Terrestrial and marine ecosystems provide essential goods and services to human societies.
In the last decades, however, anthropogenic pressure has caused serious threat to ecosystem integrity, functions and processes. Knowledge-based conservation, management and restoration policies are thus urgently needed, in order to improve ecosystem benefits in face of increasing pressures. Fundamental to all these is effective monitoring and modelling of the state and trends in ecosystem conditions and services. Best use should be made of existing and incoming Earth Observation and field monitoring data, complemented by appropriate interpretation tools, data services and ecosystem models able to use these data.

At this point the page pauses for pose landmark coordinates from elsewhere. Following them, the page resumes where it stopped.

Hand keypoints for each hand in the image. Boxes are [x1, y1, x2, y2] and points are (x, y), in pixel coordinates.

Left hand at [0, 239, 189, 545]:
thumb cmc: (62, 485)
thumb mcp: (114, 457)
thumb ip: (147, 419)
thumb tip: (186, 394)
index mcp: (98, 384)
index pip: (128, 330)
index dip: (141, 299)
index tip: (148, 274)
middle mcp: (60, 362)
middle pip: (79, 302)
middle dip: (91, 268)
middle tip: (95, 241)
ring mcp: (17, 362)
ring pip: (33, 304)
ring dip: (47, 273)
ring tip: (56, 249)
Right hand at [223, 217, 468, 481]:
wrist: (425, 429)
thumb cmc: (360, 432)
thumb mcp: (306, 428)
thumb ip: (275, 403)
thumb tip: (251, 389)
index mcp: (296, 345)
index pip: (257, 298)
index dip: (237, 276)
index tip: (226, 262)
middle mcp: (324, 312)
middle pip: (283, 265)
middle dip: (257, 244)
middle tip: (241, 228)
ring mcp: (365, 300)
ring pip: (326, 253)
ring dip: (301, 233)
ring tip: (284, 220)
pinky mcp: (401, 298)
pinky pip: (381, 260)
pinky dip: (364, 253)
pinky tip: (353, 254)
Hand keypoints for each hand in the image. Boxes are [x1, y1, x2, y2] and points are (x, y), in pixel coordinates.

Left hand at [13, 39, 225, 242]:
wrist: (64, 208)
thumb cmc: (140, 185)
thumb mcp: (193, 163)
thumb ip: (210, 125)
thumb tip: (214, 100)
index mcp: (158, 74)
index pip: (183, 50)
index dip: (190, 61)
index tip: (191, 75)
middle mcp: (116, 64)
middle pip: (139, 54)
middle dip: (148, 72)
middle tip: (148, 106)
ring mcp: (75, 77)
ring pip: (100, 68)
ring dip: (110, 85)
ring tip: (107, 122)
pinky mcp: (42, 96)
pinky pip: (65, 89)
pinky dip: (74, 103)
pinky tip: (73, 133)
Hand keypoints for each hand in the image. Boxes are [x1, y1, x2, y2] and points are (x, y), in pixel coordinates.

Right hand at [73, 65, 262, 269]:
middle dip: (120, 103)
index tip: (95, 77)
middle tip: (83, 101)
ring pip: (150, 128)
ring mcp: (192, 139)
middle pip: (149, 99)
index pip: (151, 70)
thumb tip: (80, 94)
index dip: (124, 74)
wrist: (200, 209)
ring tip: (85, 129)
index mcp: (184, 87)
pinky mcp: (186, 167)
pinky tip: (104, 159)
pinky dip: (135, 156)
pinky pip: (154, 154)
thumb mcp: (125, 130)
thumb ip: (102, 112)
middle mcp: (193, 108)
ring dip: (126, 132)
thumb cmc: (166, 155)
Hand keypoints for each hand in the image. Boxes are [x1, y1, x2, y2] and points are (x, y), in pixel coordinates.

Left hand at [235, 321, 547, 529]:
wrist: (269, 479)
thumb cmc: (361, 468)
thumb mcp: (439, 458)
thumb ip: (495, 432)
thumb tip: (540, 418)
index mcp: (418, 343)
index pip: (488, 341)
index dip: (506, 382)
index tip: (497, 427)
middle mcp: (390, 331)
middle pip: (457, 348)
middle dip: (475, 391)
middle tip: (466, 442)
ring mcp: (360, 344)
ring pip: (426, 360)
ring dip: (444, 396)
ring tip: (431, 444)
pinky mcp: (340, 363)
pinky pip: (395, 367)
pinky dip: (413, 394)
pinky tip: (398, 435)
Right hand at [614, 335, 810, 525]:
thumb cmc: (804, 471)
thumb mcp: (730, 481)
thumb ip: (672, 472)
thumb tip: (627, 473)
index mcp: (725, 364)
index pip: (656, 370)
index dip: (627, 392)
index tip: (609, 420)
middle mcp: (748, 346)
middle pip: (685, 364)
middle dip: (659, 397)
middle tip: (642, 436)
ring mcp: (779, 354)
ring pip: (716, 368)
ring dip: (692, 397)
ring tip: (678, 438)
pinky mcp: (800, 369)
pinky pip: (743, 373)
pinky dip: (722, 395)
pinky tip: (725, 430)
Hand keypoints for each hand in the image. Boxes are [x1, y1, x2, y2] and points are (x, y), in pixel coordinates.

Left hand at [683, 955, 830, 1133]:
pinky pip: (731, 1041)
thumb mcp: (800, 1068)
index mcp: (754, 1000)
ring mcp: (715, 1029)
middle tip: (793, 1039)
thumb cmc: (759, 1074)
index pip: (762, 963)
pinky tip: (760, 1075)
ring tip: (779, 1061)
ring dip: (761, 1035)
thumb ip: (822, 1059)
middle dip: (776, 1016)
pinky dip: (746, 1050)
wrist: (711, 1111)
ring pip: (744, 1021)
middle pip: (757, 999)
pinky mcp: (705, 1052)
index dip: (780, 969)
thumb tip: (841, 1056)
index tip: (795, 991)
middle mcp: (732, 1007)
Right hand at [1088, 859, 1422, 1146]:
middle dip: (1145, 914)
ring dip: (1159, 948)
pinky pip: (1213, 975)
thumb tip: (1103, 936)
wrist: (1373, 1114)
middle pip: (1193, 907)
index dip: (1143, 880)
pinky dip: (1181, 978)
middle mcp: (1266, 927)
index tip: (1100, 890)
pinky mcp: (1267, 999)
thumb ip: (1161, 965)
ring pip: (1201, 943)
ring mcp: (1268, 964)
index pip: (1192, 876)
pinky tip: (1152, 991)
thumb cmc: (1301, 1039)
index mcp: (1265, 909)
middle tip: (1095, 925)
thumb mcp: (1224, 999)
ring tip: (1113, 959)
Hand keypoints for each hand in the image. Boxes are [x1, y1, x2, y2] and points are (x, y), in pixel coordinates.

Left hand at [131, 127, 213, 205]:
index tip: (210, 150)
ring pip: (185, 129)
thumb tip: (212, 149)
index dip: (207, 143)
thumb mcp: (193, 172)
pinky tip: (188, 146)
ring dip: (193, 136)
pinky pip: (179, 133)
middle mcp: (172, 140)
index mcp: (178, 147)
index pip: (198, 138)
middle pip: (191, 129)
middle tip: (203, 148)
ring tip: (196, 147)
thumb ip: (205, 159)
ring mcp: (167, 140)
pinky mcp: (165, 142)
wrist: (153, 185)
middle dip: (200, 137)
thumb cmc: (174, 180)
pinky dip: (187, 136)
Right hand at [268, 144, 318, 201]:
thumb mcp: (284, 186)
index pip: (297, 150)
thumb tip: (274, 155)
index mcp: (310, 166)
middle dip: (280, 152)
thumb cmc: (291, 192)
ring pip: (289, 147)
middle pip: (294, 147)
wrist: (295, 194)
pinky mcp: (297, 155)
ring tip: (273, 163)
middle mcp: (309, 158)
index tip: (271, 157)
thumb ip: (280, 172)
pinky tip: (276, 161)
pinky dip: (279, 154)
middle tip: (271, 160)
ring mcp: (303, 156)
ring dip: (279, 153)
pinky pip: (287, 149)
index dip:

The ECOPOTENTIAL project focuses its activities and pilot actions on a targeted set of internationally recognised protected areas (PA) in Europe, European Territories and beyond, including mountain, arid and semi-arid, and coastal and marine ecosystems. Building on the knowledge gained in individual PAs, the ECOPOTENTIAL project addresses cross-scale ecological interactions and landscape-ecosystem dynamics at regional to continental scales, using geostatistical methods and the emerging novel approaches in Macrosystems Ecology, which is addressing long-term and large-scale ecological challenges. ECOPOTENTIAL addresses the entire chain of ecosystem-related services, by (a) developing ecosystem data services, with special emphasis on Copernicus services; (b) implementing model output services to distribute the results of the modelling activities; and (c) estimating current and future ecosystem services and benefits, combining ecosystem functions (supply) with beneficiaries needs (demand). In ECOPOTENTIAL all data, model results and acquired knowledge are made available on common and open platforms, coherent with the Global Earth Observation System of Systems (GEOSS) data sharing principles and fully interoperable with the GEOSS Common Infrastructure (GCI).